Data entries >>
————————
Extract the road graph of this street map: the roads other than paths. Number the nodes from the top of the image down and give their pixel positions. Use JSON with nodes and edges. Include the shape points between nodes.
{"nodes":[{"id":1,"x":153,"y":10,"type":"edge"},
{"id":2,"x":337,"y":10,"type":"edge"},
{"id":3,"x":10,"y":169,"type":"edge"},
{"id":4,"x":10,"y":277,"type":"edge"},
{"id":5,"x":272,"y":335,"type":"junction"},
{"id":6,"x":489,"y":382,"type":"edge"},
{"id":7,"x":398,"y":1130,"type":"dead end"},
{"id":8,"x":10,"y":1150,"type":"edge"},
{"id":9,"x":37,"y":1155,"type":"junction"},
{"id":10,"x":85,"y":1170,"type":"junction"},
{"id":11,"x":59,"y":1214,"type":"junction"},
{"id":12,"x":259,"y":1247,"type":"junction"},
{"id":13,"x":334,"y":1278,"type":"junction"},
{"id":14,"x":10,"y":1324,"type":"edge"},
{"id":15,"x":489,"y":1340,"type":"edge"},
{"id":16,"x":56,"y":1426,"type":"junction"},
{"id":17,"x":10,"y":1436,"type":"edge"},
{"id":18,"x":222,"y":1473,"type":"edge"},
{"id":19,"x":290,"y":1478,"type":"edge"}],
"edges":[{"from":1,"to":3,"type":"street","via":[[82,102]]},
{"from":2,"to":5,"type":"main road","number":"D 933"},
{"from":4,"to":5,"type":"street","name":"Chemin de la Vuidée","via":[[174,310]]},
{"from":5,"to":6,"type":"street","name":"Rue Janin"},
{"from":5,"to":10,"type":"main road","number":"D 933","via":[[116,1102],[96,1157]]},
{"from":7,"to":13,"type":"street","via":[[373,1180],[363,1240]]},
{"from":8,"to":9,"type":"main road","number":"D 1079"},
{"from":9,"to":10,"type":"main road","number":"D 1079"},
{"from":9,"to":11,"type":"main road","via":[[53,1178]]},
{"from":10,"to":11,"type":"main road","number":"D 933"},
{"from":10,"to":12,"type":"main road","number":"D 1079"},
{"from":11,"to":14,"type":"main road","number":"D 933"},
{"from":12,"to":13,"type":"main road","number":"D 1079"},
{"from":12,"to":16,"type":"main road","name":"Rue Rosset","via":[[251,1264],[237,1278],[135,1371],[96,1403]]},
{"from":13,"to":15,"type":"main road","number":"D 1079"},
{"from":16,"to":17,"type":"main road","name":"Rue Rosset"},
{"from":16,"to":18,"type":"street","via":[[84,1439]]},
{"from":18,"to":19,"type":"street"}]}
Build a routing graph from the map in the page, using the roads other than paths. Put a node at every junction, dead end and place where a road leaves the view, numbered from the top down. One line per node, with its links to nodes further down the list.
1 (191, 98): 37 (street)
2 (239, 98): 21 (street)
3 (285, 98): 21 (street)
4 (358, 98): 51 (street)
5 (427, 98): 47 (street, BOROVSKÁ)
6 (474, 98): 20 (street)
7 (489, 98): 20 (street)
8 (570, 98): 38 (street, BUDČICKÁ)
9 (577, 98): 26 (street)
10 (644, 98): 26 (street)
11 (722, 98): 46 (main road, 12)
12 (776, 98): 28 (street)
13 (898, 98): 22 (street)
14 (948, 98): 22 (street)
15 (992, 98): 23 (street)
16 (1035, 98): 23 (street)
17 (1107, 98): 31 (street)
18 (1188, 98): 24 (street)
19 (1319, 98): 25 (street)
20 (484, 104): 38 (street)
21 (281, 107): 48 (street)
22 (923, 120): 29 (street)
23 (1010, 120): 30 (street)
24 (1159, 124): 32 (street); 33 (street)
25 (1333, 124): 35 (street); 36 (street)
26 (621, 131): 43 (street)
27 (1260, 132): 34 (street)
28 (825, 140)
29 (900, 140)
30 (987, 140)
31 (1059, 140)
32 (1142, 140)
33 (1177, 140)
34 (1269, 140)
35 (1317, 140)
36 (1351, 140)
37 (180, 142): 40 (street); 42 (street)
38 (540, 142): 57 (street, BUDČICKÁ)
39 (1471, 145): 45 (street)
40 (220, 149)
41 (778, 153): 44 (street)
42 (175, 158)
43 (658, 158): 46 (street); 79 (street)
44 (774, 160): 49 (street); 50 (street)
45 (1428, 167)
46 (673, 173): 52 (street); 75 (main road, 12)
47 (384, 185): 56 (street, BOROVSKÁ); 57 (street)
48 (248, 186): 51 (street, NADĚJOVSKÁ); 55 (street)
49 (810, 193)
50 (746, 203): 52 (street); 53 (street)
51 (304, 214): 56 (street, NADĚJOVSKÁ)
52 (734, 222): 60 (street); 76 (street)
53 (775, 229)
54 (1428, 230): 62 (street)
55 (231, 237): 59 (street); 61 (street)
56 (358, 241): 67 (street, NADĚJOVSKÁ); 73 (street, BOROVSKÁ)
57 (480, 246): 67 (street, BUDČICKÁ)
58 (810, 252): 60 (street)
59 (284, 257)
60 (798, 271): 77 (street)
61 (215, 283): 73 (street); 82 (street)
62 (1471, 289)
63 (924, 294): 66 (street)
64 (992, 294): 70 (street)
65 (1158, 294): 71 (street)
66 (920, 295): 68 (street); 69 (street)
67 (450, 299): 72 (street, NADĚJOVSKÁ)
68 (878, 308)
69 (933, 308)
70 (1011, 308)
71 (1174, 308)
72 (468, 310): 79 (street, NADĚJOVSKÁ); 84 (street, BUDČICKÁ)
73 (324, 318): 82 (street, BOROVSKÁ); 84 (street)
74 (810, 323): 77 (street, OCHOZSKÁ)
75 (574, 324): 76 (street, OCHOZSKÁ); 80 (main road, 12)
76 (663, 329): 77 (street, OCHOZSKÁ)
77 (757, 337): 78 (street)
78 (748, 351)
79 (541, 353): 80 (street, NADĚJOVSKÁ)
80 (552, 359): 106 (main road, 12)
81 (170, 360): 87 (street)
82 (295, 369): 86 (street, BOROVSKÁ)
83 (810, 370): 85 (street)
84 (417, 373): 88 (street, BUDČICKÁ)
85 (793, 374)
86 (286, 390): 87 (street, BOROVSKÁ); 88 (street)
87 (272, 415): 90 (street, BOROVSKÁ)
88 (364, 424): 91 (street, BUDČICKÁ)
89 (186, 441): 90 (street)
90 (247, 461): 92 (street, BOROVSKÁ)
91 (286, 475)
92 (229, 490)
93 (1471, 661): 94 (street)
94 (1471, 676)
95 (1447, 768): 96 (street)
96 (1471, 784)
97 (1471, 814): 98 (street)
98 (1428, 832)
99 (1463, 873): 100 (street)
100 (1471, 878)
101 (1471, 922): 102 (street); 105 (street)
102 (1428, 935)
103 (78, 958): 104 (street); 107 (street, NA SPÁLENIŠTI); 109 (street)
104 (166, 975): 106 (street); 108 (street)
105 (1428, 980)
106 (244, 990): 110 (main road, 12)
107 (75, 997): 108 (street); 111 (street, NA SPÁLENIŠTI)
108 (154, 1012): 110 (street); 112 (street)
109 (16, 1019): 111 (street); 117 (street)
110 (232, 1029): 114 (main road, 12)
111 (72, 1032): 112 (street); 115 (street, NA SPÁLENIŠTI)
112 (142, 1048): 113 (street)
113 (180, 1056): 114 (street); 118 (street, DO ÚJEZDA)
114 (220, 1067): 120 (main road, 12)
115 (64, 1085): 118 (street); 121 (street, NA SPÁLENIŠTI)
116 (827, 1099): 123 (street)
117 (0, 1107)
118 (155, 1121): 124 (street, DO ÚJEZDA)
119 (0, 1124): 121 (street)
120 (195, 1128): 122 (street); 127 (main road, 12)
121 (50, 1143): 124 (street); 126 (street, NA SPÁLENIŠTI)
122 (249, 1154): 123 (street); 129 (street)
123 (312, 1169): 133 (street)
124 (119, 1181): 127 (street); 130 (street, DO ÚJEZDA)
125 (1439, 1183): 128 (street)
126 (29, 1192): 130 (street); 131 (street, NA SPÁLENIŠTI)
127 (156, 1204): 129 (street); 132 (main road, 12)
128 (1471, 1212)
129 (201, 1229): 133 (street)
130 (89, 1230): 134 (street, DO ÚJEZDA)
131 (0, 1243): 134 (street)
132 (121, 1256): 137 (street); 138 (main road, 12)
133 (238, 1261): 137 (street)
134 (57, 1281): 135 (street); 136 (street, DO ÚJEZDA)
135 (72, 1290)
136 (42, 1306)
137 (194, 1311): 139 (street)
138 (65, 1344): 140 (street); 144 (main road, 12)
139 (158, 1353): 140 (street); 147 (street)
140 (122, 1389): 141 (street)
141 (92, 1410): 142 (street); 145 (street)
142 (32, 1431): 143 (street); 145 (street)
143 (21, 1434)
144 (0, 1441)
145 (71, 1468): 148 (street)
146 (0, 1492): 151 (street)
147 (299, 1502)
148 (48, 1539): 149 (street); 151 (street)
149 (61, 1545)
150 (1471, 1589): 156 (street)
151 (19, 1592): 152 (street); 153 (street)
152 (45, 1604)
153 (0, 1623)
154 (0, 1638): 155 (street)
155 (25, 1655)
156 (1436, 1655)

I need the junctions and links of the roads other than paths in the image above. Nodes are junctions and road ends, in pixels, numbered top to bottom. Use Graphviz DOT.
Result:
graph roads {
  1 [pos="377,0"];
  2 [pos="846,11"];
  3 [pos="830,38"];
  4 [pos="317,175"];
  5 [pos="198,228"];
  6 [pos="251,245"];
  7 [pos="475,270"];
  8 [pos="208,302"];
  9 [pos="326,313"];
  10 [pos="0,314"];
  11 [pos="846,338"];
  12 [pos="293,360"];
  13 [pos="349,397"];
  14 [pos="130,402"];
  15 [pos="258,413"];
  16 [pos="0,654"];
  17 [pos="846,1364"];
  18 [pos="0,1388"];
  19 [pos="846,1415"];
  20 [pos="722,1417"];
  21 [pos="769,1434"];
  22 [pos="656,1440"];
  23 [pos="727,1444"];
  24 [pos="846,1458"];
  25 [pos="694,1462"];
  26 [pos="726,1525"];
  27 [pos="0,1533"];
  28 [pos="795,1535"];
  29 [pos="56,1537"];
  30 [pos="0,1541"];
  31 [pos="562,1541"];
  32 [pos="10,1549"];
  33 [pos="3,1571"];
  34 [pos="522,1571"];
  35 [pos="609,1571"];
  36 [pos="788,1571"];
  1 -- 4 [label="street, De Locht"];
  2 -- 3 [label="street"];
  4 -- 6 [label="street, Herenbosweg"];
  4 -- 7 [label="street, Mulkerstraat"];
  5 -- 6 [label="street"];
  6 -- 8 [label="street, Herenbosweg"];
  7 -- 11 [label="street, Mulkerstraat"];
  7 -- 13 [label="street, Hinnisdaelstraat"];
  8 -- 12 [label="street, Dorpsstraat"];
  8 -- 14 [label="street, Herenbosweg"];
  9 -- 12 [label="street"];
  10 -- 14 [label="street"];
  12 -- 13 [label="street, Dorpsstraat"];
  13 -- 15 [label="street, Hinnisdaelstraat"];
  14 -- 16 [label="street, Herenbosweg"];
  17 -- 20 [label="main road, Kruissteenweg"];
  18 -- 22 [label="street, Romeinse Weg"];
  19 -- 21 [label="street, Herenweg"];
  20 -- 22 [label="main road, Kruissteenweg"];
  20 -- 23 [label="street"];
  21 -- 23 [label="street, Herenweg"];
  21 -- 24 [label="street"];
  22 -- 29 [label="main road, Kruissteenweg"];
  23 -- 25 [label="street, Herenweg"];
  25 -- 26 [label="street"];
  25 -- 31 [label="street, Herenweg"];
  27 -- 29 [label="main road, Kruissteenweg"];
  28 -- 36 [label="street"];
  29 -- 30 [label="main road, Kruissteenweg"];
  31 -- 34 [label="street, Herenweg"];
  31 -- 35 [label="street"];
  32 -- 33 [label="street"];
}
————————
Show all lines in the records above that hold "ÚJEZDA".

113 (180, 1056): 114 (street); 118 (street, DO ÚJEZDA)
118 (155, 1121): 124 (street, DO ÚJEZDA)
124 (119, 1181): 127 (street); 130 (street, DO ÚJEZDA)
130 (89, 1230): 134 (street, DO ÚJEZDA)
134 (57, 1281): 135 (street); 136 (street, DO ÚJEZDA)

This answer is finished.